A este propósito, ¿no son ya bastante elocuentes los actos de terrorismo que se repiten continuamente, y la creciente tensión bélica en el mundo? Cada uno de los hombres —y toda la humanidad— vive "entre" el amor y el odio. Si no acepta el amor, el odio encontrará fácilmente acceso a su corazón y comenzará a invadirlo cada vez más, trayendo frutos siempre más venenosos.
6. De la lección paulina que acabamos de escuchar es necesario deducir lógicamente que el amor es exigente. Exige de nosotros el esfuerzo, exige un programa de trabajo sobre nosotros mismos, así como, en la dimensión social, exige una educación adecuada, y programas aptos de vida cívica e internacional.
El amor es exigente. Es difícil.
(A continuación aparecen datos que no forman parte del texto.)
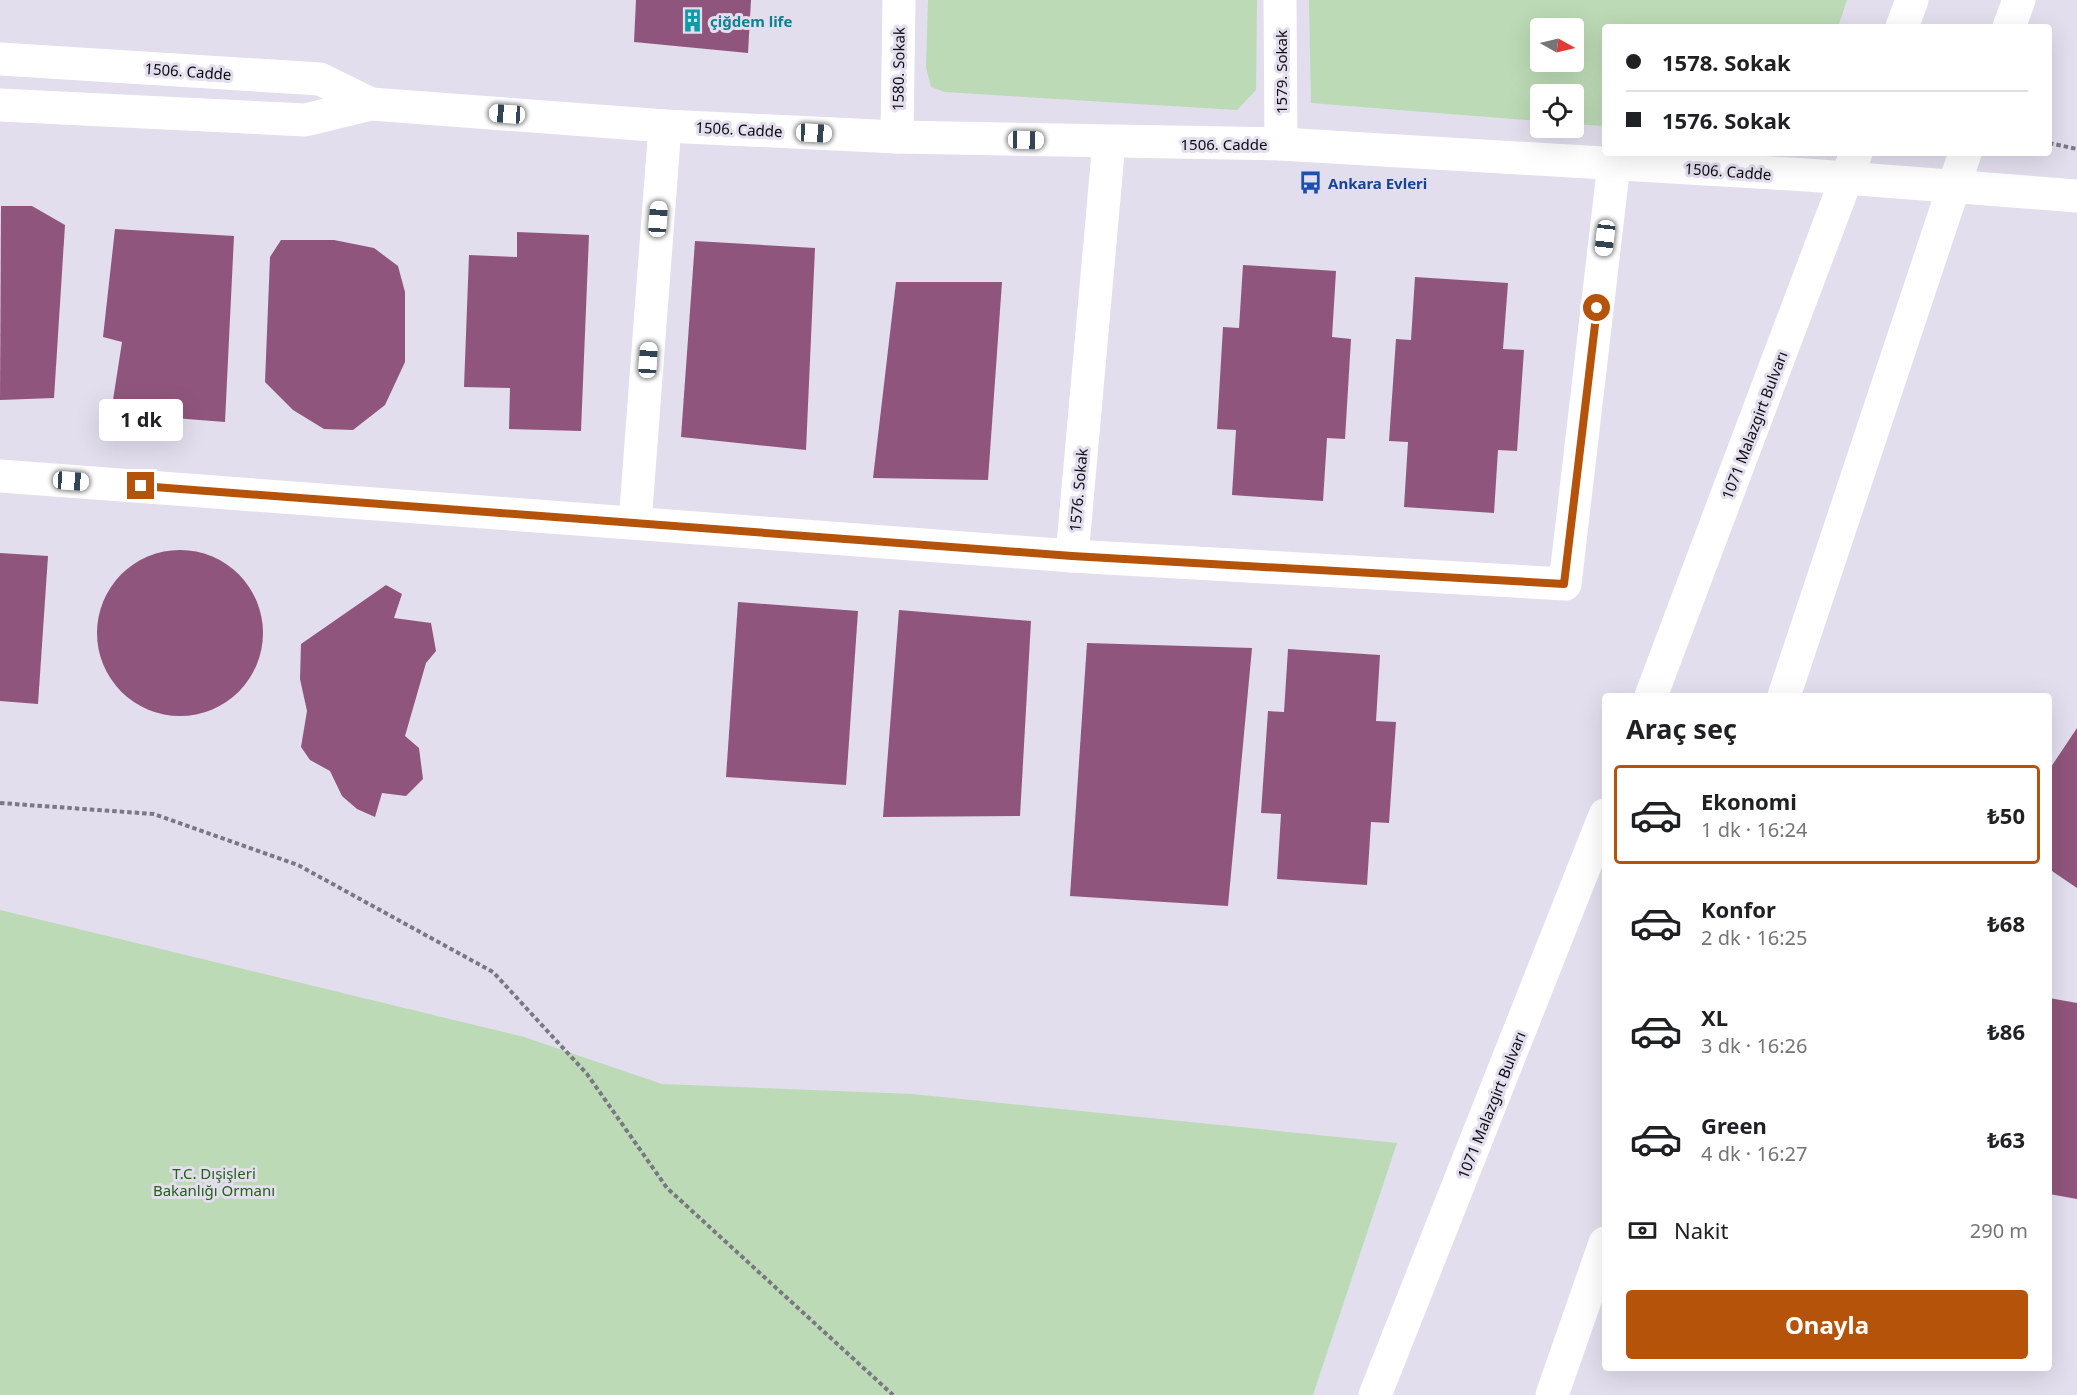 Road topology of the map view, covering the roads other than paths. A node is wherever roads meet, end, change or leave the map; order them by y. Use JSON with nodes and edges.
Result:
{"nodes":[{"id":1,"x":899,"y":0,"type":"edge"},
{"id":2,"x":1280,"y":0,"type":"edge"},
{"id":3,"x":1912,"y":0,"type":"edge"},
{"id":4,"x":2019,"y":0,"type":"edge"},
{"id":5,"x":1903,"y":24,"type":"edge"},
{"id":6,"x":2010,"y":24,"type":"edge"},
{"id":7,"x":0,"y":59,"type":"edge"},
{"id":8,"x":371,"y":104,"type":"junction"},
{"id":9,"x":0,"y":105,"type":"edge"},
{"id":10,"x":665,"y":126,"type":"junction"},
{"id":11,"x":897,"y":137,"type":"junction"},
{"id":12,"x":1109,"y":142,"type":"junction"},
{"id":13,"x":1281,"y":144,"type":"junction"},
{"id":14,"x":1855,"y":156,"type":"edge"},
{"id":15,"x":1964,"y":156,"type":"edge"},
{"id":16,"x":1614,"y":164,"type":"junction"},
{"id":17,"x":2077,"y":196,"type":"edge"},
{"id":18,"x":0,"y":476,"type":"edge"},
{"id":19,"x":635,"y":523,"type":"junction"},
{"id":20,"x":1072,"y":556,"type":"junction"},
{"id":21,"x":1652,"y":693,"type":"edge"},
{"id":22,"x":1785,"y":693,"type":"edge"},
{"id":23,"x":1602,"y":823,"type":"edge"},
{"id":24,"x":1602,"y":1252,"type":"edge"},
{"id":25,"x":1375,"y":1395,"type":"edge"},
{"id":26,"x":1552,"y":1395,"type":"edge"}],
"edges":[{"from":1,"to":11,"type":"street","name":"1580. Sokak"},
{"from":2,"to":13,"type":"street","name":"1579. Sokak"},
{"from":3,"to":5,"type":"street"},
{"from":4,"to":6,"type":"street"},
{"from":7,"to":8,"type":"street","name":"1506. Cadde"},
{"from":8,"to":9,"type":"street","name":"1506. Cadde"},
{"from":8,"to":10,"type":"street","name":"1506. Cadde"},
{"from":10,"to":11,"type":"street","name":"1506. Cadde"},
{"from":10,"to":19,"type":"street"},
{"from":11,"to":12,"type":"street","name":"1506. Cadde"},
{"from":12,"to":13,"type":"street","name":"1506. Cadde"},
{"from":12,"to":20,"type":"street","name":"1576. Sokak"},
{"from":13,"to":16,"type":"street","name":"1506. Cadde"},
{"from":14,"to":21,"type":"street","name":"1071 Malazgirt Bulvarı"},
{"from":15,"to":22,"type":"street"},
{"from":16,"to":17,"type":"street","name":"1506. Cadde"},
{"from":16,"to":20,"type":"street"},
{"from":18,"to":19,"type":"street"},
{"from":19,"to":20,"type":"street"},
{"from":23,"to":25,"type":"street","name":"1071 Malazgirt Bulvarı"},
{"from":24,"to":26,"type":"street"}]}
Es atrayente, ciertamente, pero también es difícil. Y por esto encuentra resistencia en el hombre. Y esta resistencia aumenta cuando desde fuera actúan también programas en los que está presente el principio del odio y de la violencia destructora. Cristo, cuya misión mesiánica encuentra desde el primer momento la contradicción de los propios paisanos en Nazaret, vuelve a afirmar la veracidad de las palabras que pronunció sobre El el anciano Simeón el día de la Presentación en el templo: "Puesto está para caída y levantamiento de muchos en Israel, y para signo de contradicción" (Lc 2, 34).
Estas palabras acompañan a Cristo por todos los caminos de su experiencia humana, hasta la cruz.
Esta verdad sobre Cristo es también la verdad sobre el amor. También el amor encuentra la resistencia, la contradicción. En nosotros, y fuera de nosotros. Pero esto no debe desalentarnos. El verdadero amor —como enseña San Pablo— todo lo "excusa" y "todo lo tolera" (1 Cor 13, 7).
Queridos hermanos y hermanas, este encuentro nuestro de hoy sirva, al menos en pequeña parte, para la victoria de este amor, hacia el cual camina continuamente, entre las pruebas de esta tierra, la Iglesia de Cristo con la mirada fija en el testimonio de su Maestro y Redentor.